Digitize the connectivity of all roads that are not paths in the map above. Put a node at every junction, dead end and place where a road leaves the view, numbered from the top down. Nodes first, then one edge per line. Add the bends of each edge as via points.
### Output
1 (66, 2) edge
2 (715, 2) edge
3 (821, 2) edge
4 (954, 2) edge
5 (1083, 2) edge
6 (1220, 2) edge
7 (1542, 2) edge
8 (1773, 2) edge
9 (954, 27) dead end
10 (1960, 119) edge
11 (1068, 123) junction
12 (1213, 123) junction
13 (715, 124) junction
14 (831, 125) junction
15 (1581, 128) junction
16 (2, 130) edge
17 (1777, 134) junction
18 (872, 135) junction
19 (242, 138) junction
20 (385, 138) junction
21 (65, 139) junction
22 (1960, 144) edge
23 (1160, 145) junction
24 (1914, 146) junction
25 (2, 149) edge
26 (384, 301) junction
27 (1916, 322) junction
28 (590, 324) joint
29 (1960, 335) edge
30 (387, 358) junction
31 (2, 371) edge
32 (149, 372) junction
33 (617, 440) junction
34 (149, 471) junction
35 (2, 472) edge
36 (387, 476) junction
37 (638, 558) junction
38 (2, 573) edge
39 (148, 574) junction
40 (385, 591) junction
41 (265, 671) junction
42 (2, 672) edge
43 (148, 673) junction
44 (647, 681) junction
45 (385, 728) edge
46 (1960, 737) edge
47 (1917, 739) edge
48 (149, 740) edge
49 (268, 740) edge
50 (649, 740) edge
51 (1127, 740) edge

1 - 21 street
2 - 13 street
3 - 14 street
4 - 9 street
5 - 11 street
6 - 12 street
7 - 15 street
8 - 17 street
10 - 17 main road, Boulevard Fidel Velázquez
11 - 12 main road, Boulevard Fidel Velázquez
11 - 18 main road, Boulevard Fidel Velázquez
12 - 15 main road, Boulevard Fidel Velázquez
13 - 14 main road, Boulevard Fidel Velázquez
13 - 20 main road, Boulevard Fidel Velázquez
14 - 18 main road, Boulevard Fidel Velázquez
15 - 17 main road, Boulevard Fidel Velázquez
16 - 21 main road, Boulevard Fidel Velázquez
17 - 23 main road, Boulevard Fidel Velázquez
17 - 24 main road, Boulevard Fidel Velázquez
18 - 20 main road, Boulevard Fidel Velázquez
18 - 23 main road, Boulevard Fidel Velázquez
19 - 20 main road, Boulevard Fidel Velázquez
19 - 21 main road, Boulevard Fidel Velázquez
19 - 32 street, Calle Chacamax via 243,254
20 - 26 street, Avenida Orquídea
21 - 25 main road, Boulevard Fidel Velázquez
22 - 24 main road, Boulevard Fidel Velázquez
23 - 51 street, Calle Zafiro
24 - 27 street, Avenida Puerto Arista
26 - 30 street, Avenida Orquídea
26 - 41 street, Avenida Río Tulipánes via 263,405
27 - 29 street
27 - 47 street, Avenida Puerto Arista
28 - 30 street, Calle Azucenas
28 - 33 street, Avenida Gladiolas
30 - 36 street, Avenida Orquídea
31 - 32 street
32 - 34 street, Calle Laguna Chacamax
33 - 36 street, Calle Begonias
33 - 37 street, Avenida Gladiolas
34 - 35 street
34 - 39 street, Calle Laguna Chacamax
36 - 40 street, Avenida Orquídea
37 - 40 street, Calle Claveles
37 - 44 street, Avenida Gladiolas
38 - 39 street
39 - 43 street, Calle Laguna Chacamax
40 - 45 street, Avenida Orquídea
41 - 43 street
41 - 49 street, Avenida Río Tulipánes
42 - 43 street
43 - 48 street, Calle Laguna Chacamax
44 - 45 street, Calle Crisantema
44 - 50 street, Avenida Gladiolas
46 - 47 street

━━━━━━━━━━━━━━━━━━━━━━━━━━━━━━

# Task to carry out
Reply with every line of the listing that has the string "Orquídea".

# Output for this exercise
20 - 26 street, Avenida Orquídea
26 - 30 street, Avenida Orquídea
30 - 36 street, Avenida Orquídea
36 - 40 street, Avenida Orquídea
40 - 45 street, Avenida Orquídea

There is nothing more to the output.